• [REQUIRED WORK]
Could you restate the entries below word for word and leave the images out?

• [RECORD SET]
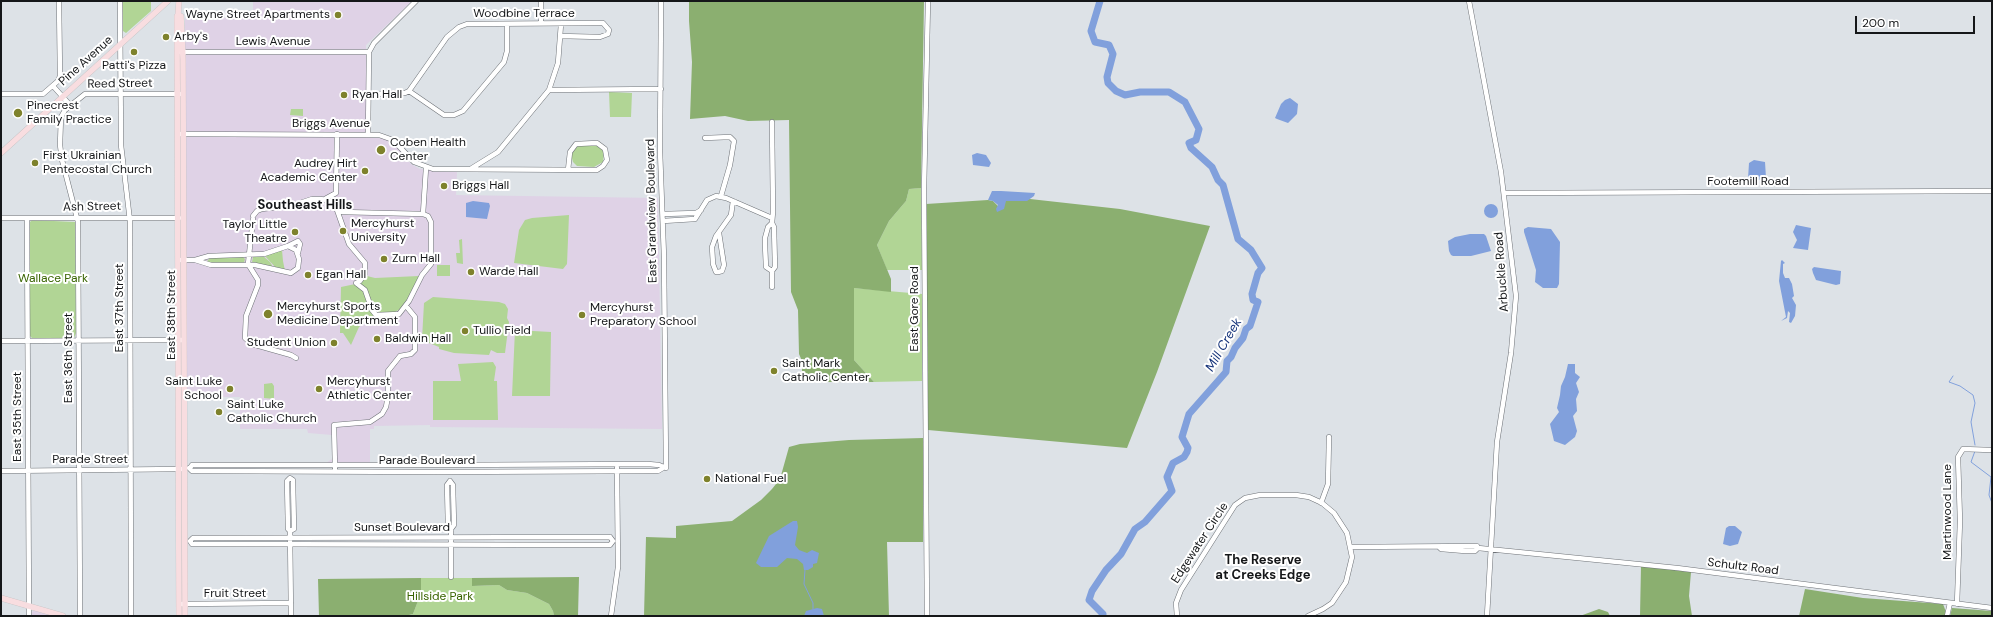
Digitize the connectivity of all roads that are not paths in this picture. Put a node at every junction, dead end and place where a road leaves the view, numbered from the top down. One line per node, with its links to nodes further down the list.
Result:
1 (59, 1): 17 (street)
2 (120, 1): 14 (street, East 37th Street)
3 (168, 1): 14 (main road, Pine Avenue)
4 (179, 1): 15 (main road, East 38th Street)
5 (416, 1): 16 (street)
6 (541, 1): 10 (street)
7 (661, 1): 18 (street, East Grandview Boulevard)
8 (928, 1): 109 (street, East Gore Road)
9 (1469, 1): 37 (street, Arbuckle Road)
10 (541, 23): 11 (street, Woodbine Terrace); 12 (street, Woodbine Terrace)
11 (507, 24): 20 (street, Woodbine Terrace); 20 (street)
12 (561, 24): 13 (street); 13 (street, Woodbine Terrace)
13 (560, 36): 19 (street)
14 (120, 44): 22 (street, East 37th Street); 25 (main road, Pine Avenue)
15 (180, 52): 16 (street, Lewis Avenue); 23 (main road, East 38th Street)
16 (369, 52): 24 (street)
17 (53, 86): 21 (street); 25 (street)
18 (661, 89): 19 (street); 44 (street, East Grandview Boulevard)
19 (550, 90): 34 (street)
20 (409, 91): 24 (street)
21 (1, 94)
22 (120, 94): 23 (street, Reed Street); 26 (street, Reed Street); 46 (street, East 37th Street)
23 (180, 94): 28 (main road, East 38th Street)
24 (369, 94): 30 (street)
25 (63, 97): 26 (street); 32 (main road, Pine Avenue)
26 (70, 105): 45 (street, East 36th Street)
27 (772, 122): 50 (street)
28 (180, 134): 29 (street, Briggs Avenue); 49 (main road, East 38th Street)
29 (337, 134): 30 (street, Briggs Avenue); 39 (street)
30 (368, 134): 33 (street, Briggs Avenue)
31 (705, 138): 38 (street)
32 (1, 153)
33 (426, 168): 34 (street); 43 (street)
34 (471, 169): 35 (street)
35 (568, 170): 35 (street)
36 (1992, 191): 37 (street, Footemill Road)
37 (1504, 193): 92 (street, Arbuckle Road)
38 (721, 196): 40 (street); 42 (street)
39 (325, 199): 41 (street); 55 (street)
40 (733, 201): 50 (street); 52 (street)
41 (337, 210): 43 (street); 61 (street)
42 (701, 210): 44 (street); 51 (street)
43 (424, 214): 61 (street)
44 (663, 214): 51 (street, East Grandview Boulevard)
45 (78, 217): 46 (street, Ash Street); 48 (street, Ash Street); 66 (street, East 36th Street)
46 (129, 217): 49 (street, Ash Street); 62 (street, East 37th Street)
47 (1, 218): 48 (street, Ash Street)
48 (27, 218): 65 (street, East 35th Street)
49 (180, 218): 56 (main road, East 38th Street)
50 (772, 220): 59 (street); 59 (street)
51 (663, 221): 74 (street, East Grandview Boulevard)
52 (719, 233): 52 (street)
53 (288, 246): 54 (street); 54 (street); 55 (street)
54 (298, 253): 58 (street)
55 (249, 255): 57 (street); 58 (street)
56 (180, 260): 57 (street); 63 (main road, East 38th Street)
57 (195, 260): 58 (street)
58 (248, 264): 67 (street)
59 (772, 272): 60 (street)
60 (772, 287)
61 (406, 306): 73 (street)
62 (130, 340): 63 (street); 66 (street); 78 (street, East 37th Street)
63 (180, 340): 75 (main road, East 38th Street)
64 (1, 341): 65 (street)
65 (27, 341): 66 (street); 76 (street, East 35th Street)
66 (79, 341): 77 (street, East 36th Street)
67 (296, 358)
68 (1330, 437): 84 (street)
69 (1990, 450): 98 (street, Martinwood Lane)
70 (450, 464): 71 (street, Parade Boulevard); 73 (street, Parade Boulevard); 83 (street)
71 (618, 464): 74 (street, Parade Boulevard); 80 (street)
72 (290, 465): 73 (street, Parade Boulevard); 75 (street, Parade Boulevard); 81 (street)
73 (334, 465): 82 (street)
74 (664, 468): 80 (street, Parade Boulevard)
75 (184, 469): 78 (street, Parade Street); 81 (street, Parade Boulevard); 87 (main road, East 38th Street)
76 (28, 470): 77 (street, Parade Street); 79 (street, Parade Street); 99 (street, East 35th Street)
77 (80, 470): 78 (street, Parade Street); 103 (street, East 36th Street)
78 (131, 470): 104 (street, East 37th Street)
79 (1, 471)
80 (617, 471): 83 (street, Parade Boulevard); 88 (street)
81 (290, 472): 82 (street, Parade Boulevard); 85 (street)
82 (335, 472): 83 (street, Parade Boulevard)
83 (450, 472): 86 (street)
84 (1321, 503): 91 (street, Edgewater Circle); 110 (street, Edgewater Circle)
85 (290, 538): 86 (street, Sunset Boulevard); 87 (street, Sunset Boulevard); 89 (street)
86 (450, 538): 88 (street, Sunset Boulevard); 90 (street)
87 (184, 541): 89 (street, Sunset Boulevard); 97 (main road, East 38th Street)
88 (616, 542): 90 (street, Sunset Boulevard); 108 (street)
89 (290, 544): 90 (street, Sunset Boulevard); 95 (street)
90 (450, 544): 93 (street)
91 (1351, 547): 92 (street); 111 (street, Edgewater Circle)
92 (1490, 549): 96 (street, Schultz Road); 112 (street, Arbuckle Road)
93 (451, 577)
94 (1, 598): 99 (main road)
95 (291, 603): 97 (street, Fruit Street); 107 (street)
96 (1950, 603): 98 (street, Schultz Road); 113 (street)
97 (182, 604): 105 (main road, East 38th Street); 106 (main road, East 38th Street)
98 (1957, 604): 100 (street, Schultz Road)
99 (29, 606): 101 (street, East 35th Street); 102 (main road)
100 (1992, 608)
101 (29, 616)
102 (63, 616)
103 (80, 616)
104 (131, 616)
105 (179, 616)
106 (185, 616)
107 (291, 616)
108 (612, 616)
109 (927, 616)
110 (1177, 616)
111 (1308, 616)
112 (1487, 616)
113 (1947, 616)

• [THE COMPLETED TASK]
Digitize the connectivity of all roads that are not paths in this picture. Put a node at every junction, dead end and place where a road leaves the view, numbered from the top down. One line per node, with its links to nodes further down the list.
Result:
1 (59, 1): 17 (street)
2 (120, 1): 14 (street, East 37th Street)
3 (168, 1): 14 (main road, Pine Avenue)
4 (179, 1): 15 (main road, East 38th Street)
5 (416, 1): 16 (street)
6 (541, 1): 10 (street)
7 (661, 1): 18 (street, East Grandview Boulevard)
8 (928, 1): 109 (street, East Gore Road)
9 (1469, 1): 37 (street, Arbuckle Road)
10 (541, 23): 11 (street, Woodbine Terrace); 12 (street, Woodbine Terrace)
11 (507, 24): 20 (street, Woodbine Terrace); 20 (street)
12 (561, 24): 13 (street); 13 (street, Woodbine Terrace)
13 (560, 36): 19 (street)
14 (120, 44): 22 (street, East 37th Street); 25 (main road, Pine Avenue)
15 (180, 52): 16 (street, Lewis Avenue); 23 (main road, East 38th Street)
16 (369, 52): 24 (street)
17 (53, 86): 21 (street); 25 (street)
18 (661, 89): 19 (street); 44 (street, East Grandview Boulevard)
19 (550, 90): 34 (street)
20 (409, 91): 24 (street)
21 (1, 94)
22 (120, 94): 23 (street, Reed Street); 26 (street, Reed Street); 46 (street, East 37th Street)
23 (180, 94): 28 (main road, East 38th Street)
24 (369, 94): 30 (street)
25 (63, 97): 26 (street); 32 (main road, Pine Avenue)
26 (70, 105): 45 (street, East 36th Street)
27 (772, 122): 50 (street)
28 (180, 134): 29 (street, Briggs Avenue); 49 (main road, East 38th Street)
29 (337, 134): 30 (street, Briggs Avenue); 39 (street)
30 (368, 134): 33 (street, Briggs Avenue)
31 (705, 138): 38 (street)
32 (1, 153)
33 (426, 168): 34 (street); 43 (street)
34 (471, 169): 35 (street)
35 (568, 170): 35 (street)
36 (1992, 191): 37 (street, Footemill Road)
37 (1504, 193): 92 (street, Arbuckle Road)
38 (721, 196): 40 (street); 42 (street)
39 (325, 199): 41 (street); 55 (street)
40 (733, 201): 50 (street); 52 (street)
41 (337, 210): 43 (street); 61 (street)
42 (701, 210): 44 (street); 51 (street)
43 (424, 214): 61 (street)
44 (663, 214): 51 (street, East Grandview Boulevard)
45 (78, 217): 46 (street, Ash Street); 48 (street, Ash Street); 66 (street, East 36th Street)
46 (129, 217): 49 (street, Ash Street); 62 (street, East 37th Street)
47 (1, 218): 48 (street, Ash Street)
48 (27, 218): 65 (street, East 35th Street)
49 (180, 218): 56 (main road, East 38th Street)
50 (772, 220): 59 (street); 59 (street)
51 (663, 221): 74 (street, East Grandview Boulevard)
52 (719, 233): 52 (street)
53 (288, 246): 54 (street); 54 (street); 55 (street)
54 (298, 253): 58 (street)
55 (249, 255): 57 (street); 58 (street)
56 (180, 260): 57 (street); 63 (main road, East 38th Street)
57 (195, 260): 58 (street)
58 (248, 264): 67 (street)
59 (772, 272): 60 (street)
60 (772, 287)
61 (406, 306): 73 (street)
62 (130, 340): 63 (street); 66 (street); 78 (street, East 37th Street)
63 (180, 340): 75 (main road, East 38th Street)
64 (1, 341): 65 (street)
65 (27, 341): 66 (street); 76 (street, East 35th Street)
66 (79, 341): 77 (street, East 36th Street)
67 (296, 358)
68 (1330, 437): 84 (street)
69 (1990, 450): 98 (street, Martinwood Lane)
70 (450, 464): 71 (street, Parade Boulevard); 73 (street, Parade Boulevard); 83 (street)
71 (618, 464): 74 (street, Parade Boulevard); 80 (street)
72 (290, 465): 73 (street, Parade Boulevard); 75 (street, Parade Boulevard); 81 (street)
73 (334, 465): 82 (street)
74 (664, 468): 80 (street, Parade Boulevard)
75 (184, 469): 78 (street, Parade Street); 81 (street, Parade Boulevard); 87 (main road, East 38th Street)
76 (28, 470): 77 (street, Parade Street); 79 (street, Parade Street); 99 (street, East 35th Street)
77 (80, 470): 78 (street, Parade Street); 103 (street, East 36th Street)
78 (131, 470): 104 (street, East 37th Street)
79 (1, 471)
80 (617, 471): 83 (street, Parade Boulevard); 88 (street)
81 (290, 472): 82 (street, Parade Boulevard); 85 (street)
82 (335, 472): 83 (street, Parade Boulevard)
83 (450, 472): 86 (street)
84 (1321, 503): 91 (street, Edgewater Circle); 110 (street, Edgewater Circle)
85 (290, 538): 86 (street, Sunset Boulevard); 87 (street, Sunset Boulevard); 89 (street)
86 (450, 538): 88 (street, Sunset Boulevard); 90 (street)
87 (184, 541): 89 (street, Sunset Boulevard); 97 (main road, East 38th Street)
88 (616, 542): 90 (street, Sunset Boulevard); 108 (street)
89 (290, 544): 90 (street, Sunset Boulevard); 95 (street)
90 (450, 544): 93 (street)
91 (1351, 547): 92 (street); 111 (street, Edgewater Circle)
92 (1490, 549): 96 (street, Schultz Road); 112 (street, Arbuckle Road)
93 (451, 577)
94 (1, 598): 99 (main road)
95 (291, 603): 97 (street, Fruit Street); 107 (street)
96 (1950, 603): 98 (street, Schultz Road); 113 (street)
97 (182, 604): 105 (main road, East 38th Street); 106 (main road, East 38th Street)
98 (1957, 604): 100 (street, Schultz Road)
99 (29, 606): 101 (street, East 35th Street); 102 (main road)
100 (1992, 608)
101 (29, 616)
102 (63, 616)
103 (80, 616)
104 (131, 616)
105 (179, 616)
106 (185, 616)
107 (291, 616)
108 (612, 616)
109 (927, 616)
110 (1177, 616)
111 (1308, 616)
112 (1487, 616)
113 (1947, 616)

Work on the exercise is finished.